* [Exercise inputs]

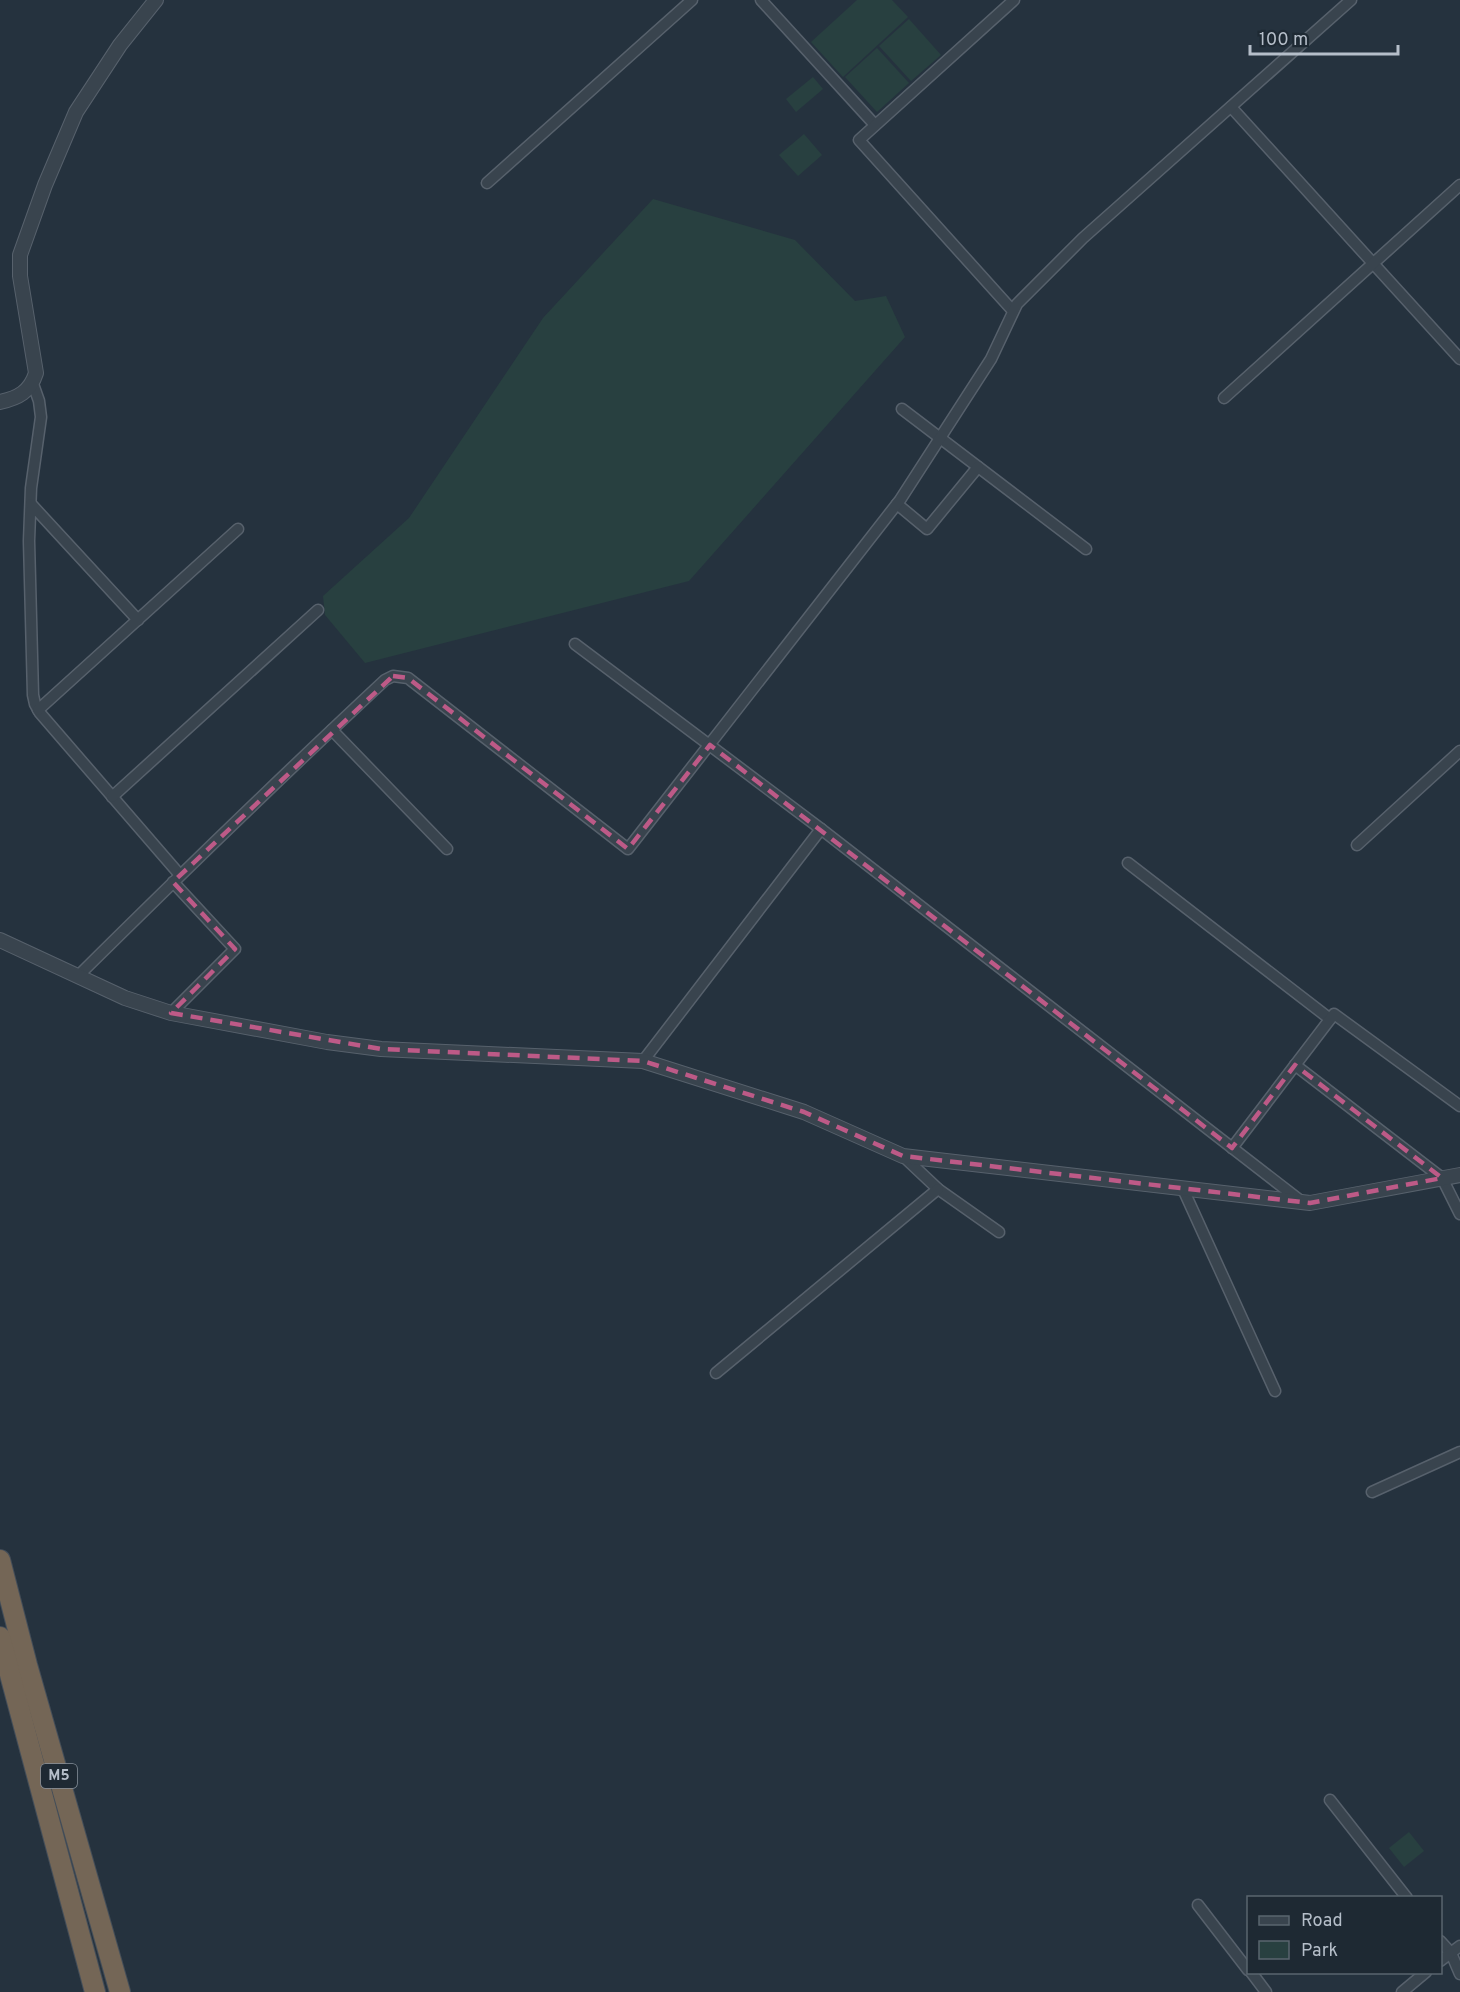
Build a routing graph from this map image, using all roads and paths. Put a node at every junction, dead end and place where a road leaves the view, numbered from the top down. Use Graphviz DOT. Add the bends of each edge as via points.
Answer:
graph roads {
  1 [pos="156,0"];
  2 [pos="693,0"];
  3 [pos="761,0"];
  4 [pos="1014,0"];
  5 [pos="1351,0"];
  6 [pos="1231,107"];
  7 [pos="875,125"];
  8 [pos="487,183"];
  9 [pos="1460,185"];
  10 [pos="1372,264"];
  11 [pos="1013,311"];
  12 [pos="1460,359"];
  13 [pos="33,384"];
  14 [pos="1224,399"];
  15 [pos="0,402"];
  16 [pos="902,409"];
  17 [pos="940,438"];
  18 [pos="978,467"];
  19 [pos="31,504"];
  20 [pos="897,504"];
  21 [pos="238,529"];
  22 [pos="1086,549"];
  23 [pos="318,610"];
  24 [pos="138,620"];
  25 [pos="575,644"];
  26 [pos="38,710"];
  27 [pos="332,730"];
  28 [pos="710,745"];
  29 [pos="1460,751"];
  30 [pos="112,797"];
  31 [pos="821,829"];
  32 [pos="1357,845"];
  33 [pos="447,849"];
  34 [pos="1128,863"];
  35 [pos="176,879"];
  36 [pos="0,940"];
  37 [pos="78,976"];
  38 [pos="171,1012"];
  39 [pos="1330,1019"];
  40 [pos="643,1061"];
  41 [pos="1295,1065"];
  42 [pos="1460,1106"];
  43 [pos="1233,1148"];
  44 [pos="903,1156"];
  45 [pos="1460,1175"];
  46 [pos="1442,1178"];
  47 [pos="938,1189"];
  48 [pos="1183,1189"];
  49 [pos="1302,1202"];
  50 [pos="1460,1214"];
  51 [pos="999,1232"];
  52 [pos="716,1373"];
  53 [pos="1275,1391"];
  54 [pos="1460,1452"];
  55 [pos="1372,1492"];
  56 [pos="0,1560"];
  57 [pos="0,1637"];
  58 [pos="1330,1800"];
  59 [pos="1405,1896"];
  60 [pos="1198,1905"];
  61 [pos="1442,1943"];
  62 [pos="1460,1946"];
  63 [pos="1450,1953"];
  64 [pos="1442,1959"];
  65 [pos="1247,1967"];
  66 [pos="1252,1974"];
  67 [pos="1424,1974"];
  68 [pos="1460,1974"];
  69 [pos="95,1992"];
  70 [pos="120,1992"];
  71 [pos="1266,1992"];
  72 [pos="1402,1992"];
  1 -- 13 [label="street" via="120,45 76,112 20,255 20,276 36,363"];
  2 -- 8 [label="street"];
  3 -- 7 [label="street"];
  4 -- 7 [label="street"];
  5 -- 6 [label="street"];
  6 -- 10 [label="street"];
  6 -- 11 [label="street" via="1083,238"];
  7 -- 11 [label="street" via="859,140"];
  9 -- 10 [label="street"];
  10 -- 12 [label="street"];
  10 -- 14 [label="street"];
  11 -- 17 [label="street" via="991,359"];
  13 -- 15 [label="street" via="20,396"];
  13 -- 19 [label="street" via="41,417"];
  16 -- 17 [label="street"];
  17 -- 18 [label="street"];
  17 -- 20 [label="street"];
  18 -- 20 [label="street" via="927,529"];
  18 -- 22 [label="street"];
  19 -- 24 [label="street"];
  19 -- 26 [label="street" via="33,695"];
  20 -- 28 [label="street"];
  21 -- 24 [label="street"];
  23 -- 30 [label="street"];
  24 -- 26 [label="street"];
  25 -- 28 [label="street"];
  26 -- 30 [label="street"];
  27 -- 28 [label="street" via="385,680 393,676 408,678 628,849"];
  27 -- 33 [label="street"];
  27 -- 35 [label="street"];
  28 -- 31 [label="street"];
  29 -- 32 [label="street"];
  30 -- 35 [label="street"];
  31 -- 40 [label="street"];
  31 -- 43 [label="street"];
  34 -- 39 [label="street"];
  35 -- 37 [label="street"];
  35 -- 38 [label="street" via="235,949"];
  36 -- 37 [label="street"];
  37 -- 38 [label="street" via="125,998"];
  38 -- 40 [label="street" via="381,1049"];
  39 -- 41 [label="street"];
  39 -- 42 [label="street" via="1334,1014"];
  40 -- 44 [label="street" via="804,1112"];
  41 -- 43 [label="street"];
  41 -- 46 [label="street"];
  43 -- 49 [label="street"];
  44 -- 47 [label="street"];
  44 -- 48 [label="street"];
  45 -- 46 [label="street"];
  46 -- 49 [label="street"];
  46 -- 50 [label="street"];
  47 -- 51 [label="street"];
  47 -- 52 [label="street"];
  48 -- 49 [label="street"];
  48 -- 53 [label="street"];
  54 -- 55 [label="street"];
  56 -- 70 [label="highway, M5"];
  57 -- 69 [label="highway, M5"];
  58 -- 59 [label="street"];
  60 -- 65 [label="street"];
  61 -- 63 [label="street"];
  62 -- 63 [label="street"];
  63 -- 64 [label="street"];
  63 -- 68 [label="street"];
  66 -- 71 [label="street"];
  67 -- 72 [label="street"];
}
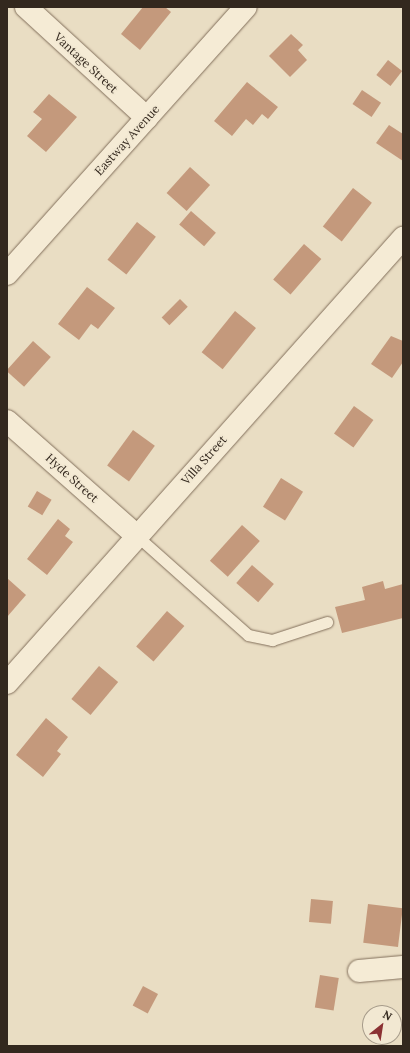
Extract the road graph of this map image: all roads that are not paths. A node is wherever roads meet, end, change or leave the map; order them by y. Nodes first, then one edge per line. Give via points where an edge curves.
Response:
1 (26, 7) edge
2 (246, 7) edge
3 (147, 118) junction
4 (403, 238) edge
5 (7, 274) edge
6 (7, 421) edge
7 (137, 536) junction
8 (326, 622) dead end
9 (7, 683) edge
10 (403, 967) edge
11 (359, 971) dead end

1 - 3 street, Vantage Street
2 - 3 street, Eastway Avenue
3 - 5 street, Eastway Avenue
4 - 7 street, Villa Street
6 - 7 street, Hyde Street
7 - 8 lane via 248,635 272,640
7 - 9 street, Villa Street
10 - 11 street

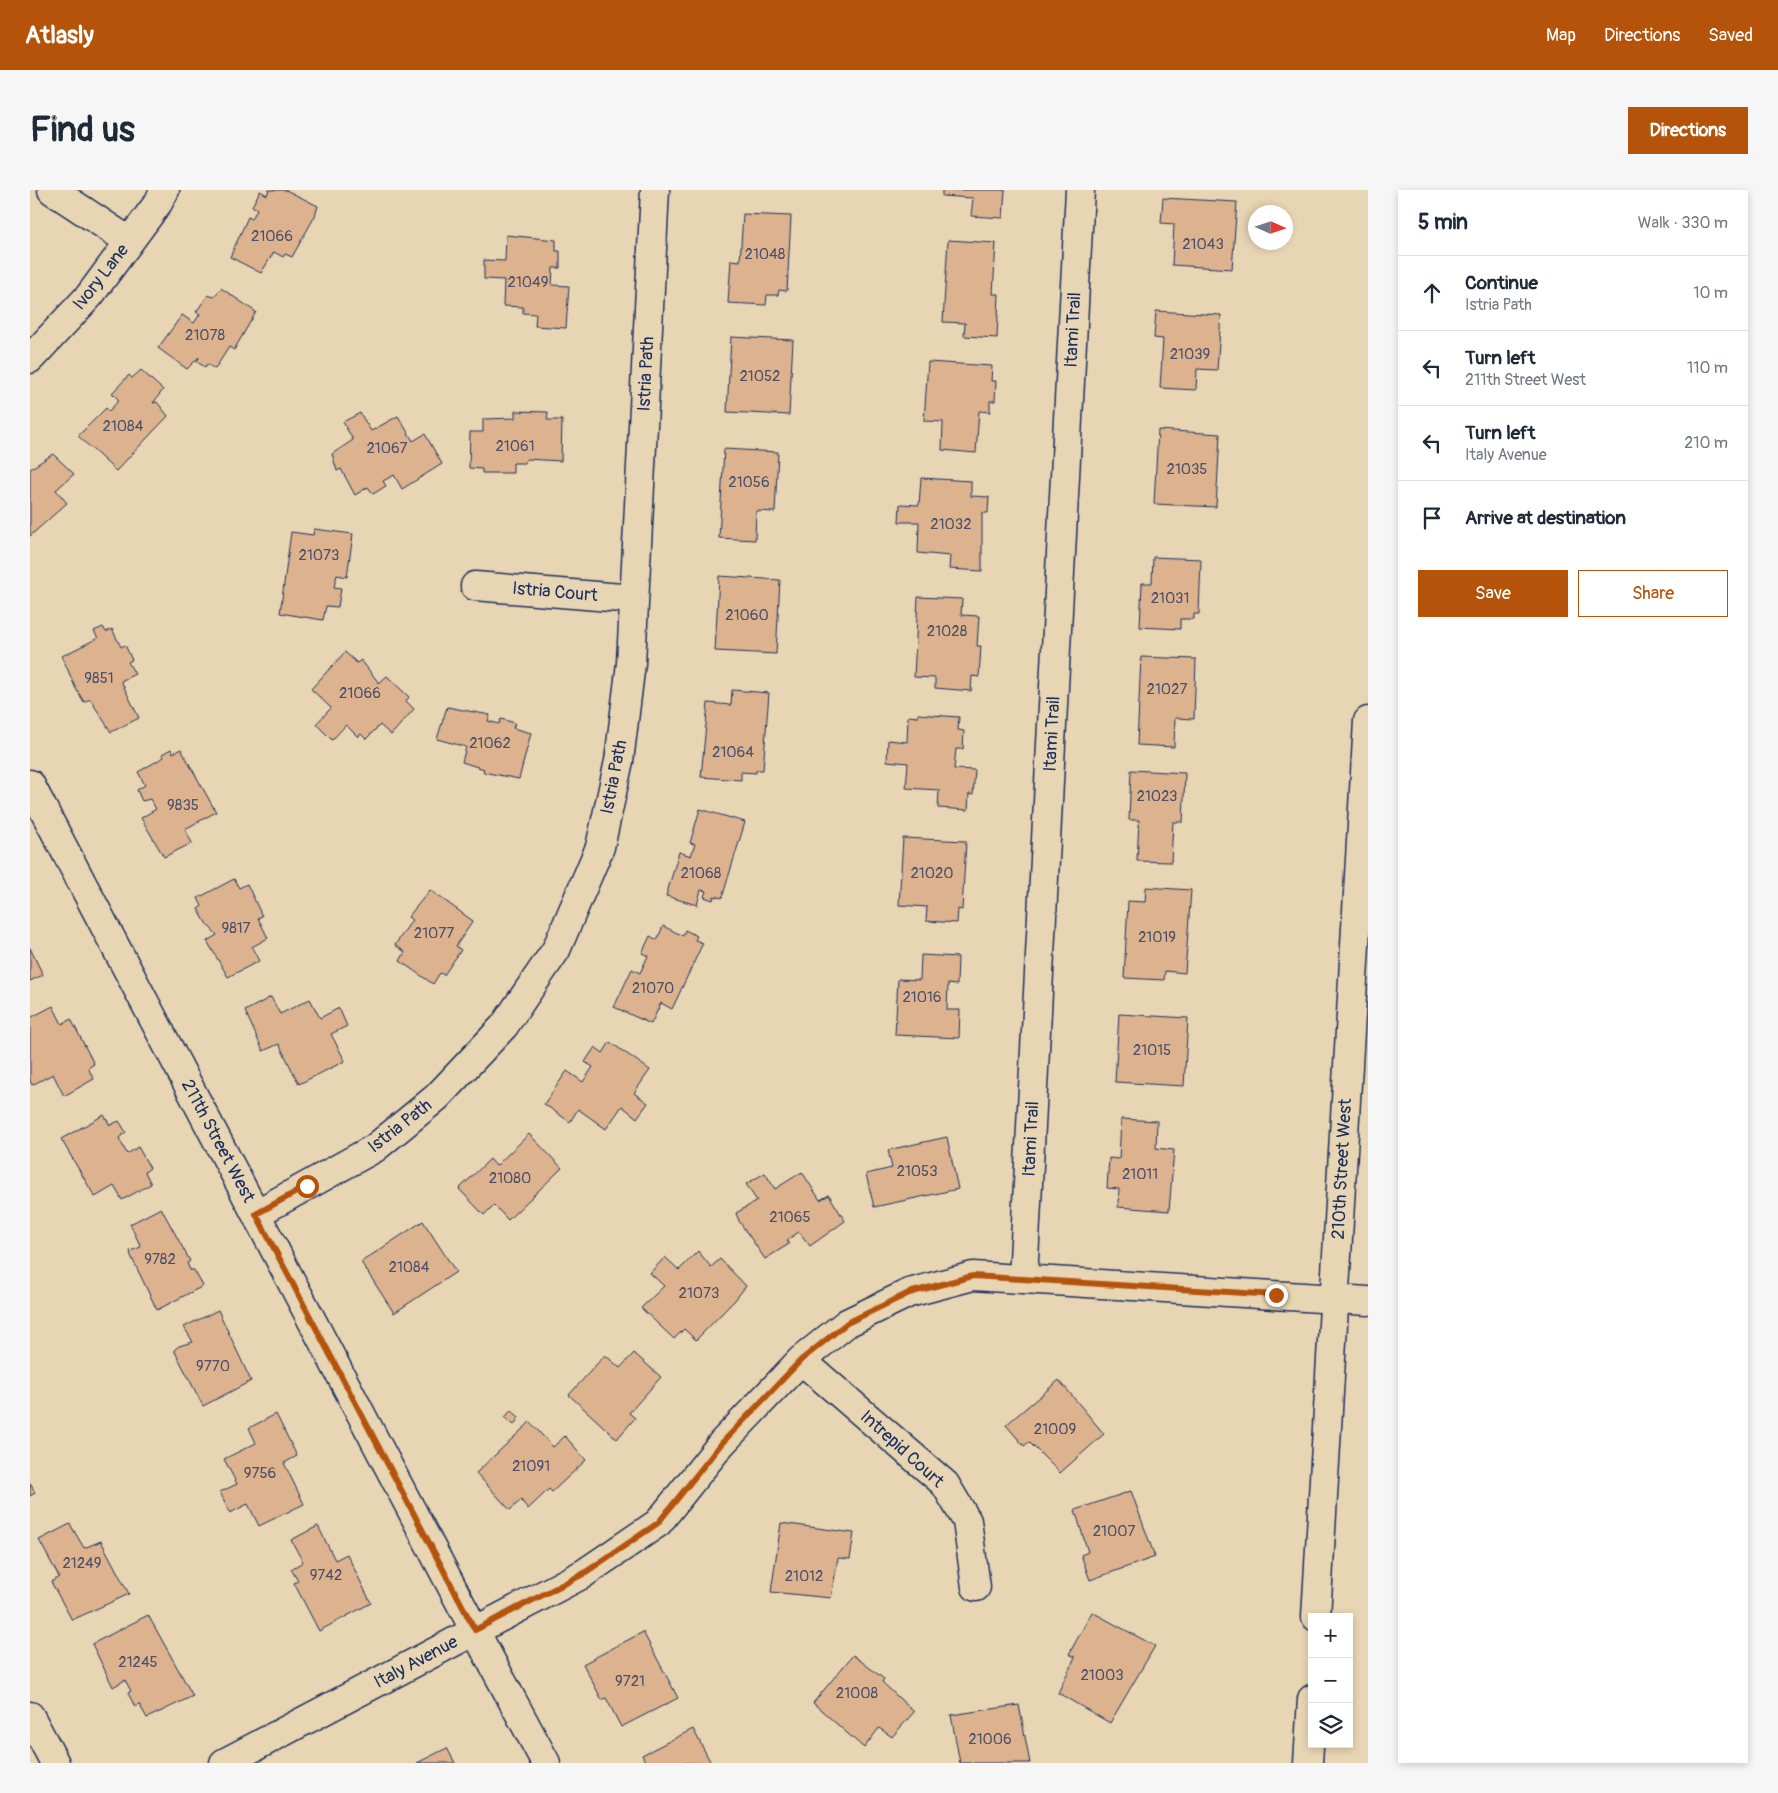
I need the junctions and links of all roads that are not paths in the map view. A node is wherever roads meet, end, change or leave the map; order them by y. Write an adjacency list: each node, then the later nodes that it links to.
1 (52, 190): 5 (street)
2 (165, 190): 5 (street, Ivory Lane)
3 (655, 190): 8 (street, Istria Path)
4 (1080, 190): 13 (street, Itami Trail)
5 (129, 241): 6 (street, Ivory Lane)
6 (30, 359)
7 (475, 586): 8 (street, Istria Court)
8 (634, 599): 12 (street, Istria Path)
9 (1368, 721): 10 (street, 210th Street West)
10 (1366, 776): 14 (street, 210th Street West)
11 (30, 784): 12 (street, 211th Street West)
12 (256, 1214): 19 (street, 211th Street West)
13 (1023, 1279): 14 (street, Italy Avenue); 16 (street, Italy Avenue)
14 (1335, 1299): 15 (street, Italy Avenue); 18 (street, 210th Street West)
15 (1368, 1301)
16 (801, 1360): 17 (street, Intrepid Court); 19 (street, Italy Avenue)
17 (976, 1587)
18 (1316, 1613)
19 (475, 1630): 23 (street, Italy Avenue); 24 (street, 211th Street West)
20 (1312, 1703): 25 (street)
21 (30, 1716): 22 (street)
22 (55, 1763)
23 (224, 1763)
24 (546, 1763)
25 (1308, 1763)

* [What you are asked to do]
Every line in the records above that contains the word "highway" is to be copied out.

* [Task solution]
  56 -- 70 [label="highway, M5"];
  57 -- 69 [label="highway, M5"];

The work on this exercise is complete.